EXERCISE AIM: Find every line of the listing below where "Piranha" appears, and copy it.

####

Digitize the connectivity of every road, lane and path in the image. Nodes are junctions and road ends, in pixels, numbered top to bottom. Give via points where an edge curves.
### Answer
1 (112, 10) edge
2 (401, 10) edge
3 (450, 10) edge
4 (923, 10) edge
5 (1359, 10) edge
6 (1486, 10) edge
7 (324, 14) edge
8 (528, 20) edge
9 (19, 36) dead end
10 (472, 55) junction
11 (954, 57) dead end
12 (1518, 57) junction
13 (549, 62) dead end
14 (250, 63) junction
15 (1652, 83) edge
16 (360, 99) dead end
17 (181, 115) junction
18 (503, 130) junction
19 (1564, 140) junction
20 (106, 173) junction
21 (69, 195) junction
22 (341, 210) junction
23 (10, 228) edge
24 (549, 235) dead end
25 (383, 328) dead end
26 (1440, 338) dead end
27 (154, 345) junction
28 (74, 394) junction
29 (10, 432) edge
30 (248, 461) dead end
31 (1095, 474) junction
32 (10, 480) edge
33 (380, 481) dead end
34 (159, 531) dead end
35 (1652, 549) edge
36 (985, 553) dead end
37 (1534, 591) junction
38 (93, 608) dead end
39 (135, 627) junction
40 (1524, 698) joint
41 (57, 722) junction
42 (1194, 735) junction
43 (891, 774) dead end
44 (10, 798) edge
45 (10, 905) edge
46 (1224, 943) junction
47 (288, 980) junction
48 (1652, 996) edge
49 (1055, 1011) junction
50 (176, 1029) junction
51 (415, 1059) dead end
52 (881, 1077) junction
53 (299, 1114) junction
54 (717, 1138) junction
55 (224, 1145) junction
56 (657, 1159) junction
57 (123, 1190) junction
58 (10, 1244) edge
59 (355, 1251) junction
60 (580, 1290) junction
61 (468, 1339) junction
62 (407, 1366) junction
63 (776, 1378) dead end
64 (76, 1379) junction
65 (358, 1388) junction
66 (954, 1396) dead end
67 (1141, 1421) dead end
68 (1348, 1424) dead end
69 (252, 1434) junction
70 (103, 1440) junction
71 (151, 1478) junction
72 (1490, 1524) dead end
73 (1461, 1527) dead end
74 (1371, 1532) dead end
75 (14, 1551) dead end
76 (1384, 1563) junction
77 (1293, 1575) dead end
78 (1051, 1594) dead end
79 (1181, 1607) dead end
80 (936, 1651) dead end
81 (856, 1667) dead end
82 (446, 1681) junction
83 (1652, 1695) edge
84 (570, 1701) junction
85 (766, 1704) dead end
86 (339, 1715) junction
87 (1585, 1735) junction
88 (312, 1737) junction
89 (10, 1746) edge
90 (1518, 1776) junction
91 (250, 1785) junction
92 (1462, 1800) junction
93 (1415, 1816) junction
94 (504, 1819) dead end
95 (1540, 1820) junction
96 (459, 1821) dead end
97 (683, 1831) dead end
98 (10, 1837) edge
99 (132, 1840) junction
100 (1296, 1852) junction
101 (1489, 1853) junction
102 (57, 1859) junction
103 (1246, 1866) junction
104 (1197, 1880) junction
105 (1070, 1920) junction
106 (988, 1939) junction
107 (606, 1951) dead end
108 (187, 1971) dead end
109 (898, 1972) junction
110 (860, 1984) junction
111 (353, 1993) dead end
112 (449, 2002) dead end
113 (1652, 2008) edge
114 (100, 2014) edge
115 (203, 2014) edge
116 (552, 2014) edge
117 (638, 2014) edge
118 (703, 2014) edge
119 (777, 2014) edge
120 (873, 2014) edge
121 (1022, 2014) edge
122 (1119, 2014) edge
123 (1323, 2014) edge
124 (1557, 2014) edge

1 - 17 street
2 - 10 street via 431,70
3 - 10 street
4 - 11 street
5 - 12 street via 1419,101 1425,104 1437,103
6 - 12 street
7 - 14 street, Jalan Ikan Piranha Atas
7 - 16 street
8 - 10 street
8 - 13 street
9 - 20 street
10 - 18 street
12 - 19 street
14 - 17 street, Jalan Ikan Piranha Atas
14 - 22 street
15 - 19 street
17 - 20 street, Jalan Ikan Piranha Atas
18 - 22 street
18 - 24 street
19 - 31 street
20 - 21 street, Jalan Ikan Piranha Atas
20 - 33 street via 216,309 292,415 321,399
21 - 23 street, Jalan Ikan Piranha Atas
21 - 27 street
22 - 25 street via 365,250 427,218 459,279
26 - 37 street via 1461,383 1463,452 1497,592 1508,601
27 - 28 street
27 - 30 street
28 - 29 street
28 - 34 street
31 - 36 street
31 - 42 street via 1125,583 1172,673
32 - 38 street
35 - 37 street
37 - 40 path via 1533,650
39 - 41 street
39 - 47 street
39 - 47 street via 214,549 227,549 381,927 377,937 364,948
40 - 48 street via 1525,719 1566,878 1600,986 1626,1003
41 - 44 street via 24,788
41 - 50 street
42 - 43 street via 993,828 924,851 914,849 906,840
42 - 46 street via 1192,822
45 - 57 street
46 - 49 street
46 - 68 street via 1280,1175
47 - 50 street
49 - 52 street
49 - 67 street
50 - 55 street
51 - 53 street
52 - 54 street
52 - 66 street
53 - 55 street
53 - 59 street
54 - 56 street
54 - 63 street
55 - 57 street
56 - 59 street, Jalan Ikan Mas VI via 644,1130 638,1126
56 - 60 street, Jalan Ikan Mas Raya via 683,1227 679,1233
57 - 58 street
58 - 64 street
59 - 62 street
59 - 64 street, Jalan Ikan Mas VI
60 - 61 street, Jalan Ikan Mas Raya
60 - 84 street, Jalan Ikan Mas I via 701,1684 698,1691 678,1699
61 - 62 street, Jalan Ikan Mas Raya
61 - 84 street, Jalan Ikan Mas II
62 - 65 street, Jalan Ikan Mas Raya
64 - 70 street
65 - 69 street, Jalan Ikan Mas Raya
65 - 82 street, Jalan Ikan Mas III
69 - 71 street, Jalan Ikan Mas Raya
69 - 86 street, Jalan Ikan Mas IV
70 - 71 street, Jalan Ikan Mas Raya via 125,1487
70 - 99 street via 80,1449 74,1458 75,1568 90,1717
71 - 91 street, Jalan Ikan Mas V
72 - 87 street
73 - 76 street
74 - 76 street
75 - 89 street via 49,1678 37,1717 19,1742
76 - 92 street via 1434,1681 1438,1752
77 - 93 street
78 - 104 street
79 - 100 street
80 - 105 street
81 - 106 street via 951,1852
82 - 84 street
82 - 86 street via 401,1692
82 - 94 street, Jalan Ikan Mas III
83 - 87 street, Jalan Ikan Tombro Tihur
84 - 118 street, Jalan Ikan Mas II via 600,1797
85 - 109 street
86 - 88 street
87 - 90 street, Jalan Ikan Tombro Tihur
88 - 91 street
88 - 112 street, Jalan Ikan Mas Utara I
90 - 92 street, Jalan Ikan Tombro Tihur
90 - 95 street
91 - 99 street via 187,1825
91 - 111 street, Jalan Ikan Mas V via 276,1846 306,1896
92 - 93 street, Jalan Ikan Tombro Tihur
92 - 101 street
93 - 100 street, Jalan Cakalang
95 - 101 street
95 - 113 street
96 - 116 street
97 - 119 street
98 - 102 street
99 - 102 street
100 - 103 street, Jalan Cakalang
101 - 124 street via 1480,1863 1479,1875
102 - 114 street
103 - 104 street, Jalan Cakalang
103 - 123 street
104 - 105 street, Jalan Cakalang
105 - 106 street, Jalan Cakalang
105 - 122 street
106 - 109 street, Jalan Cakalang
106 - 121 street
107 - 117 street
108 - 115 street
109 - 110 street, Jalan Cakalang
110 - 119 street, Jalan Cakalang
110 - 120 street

####

SOLUTION FOR THIS PROBLEM:
7 - 14 street, Jalan Ikan Piranha Atas
14 - 17 street, Jalan Ikan Piranha Atas
17 - 20 street, Jalan Ikan Piranha Atas
20 - 21 street, Jalan Ikan Piranha Atas
21 - 23 street, Jalan Ikan Piranha Atas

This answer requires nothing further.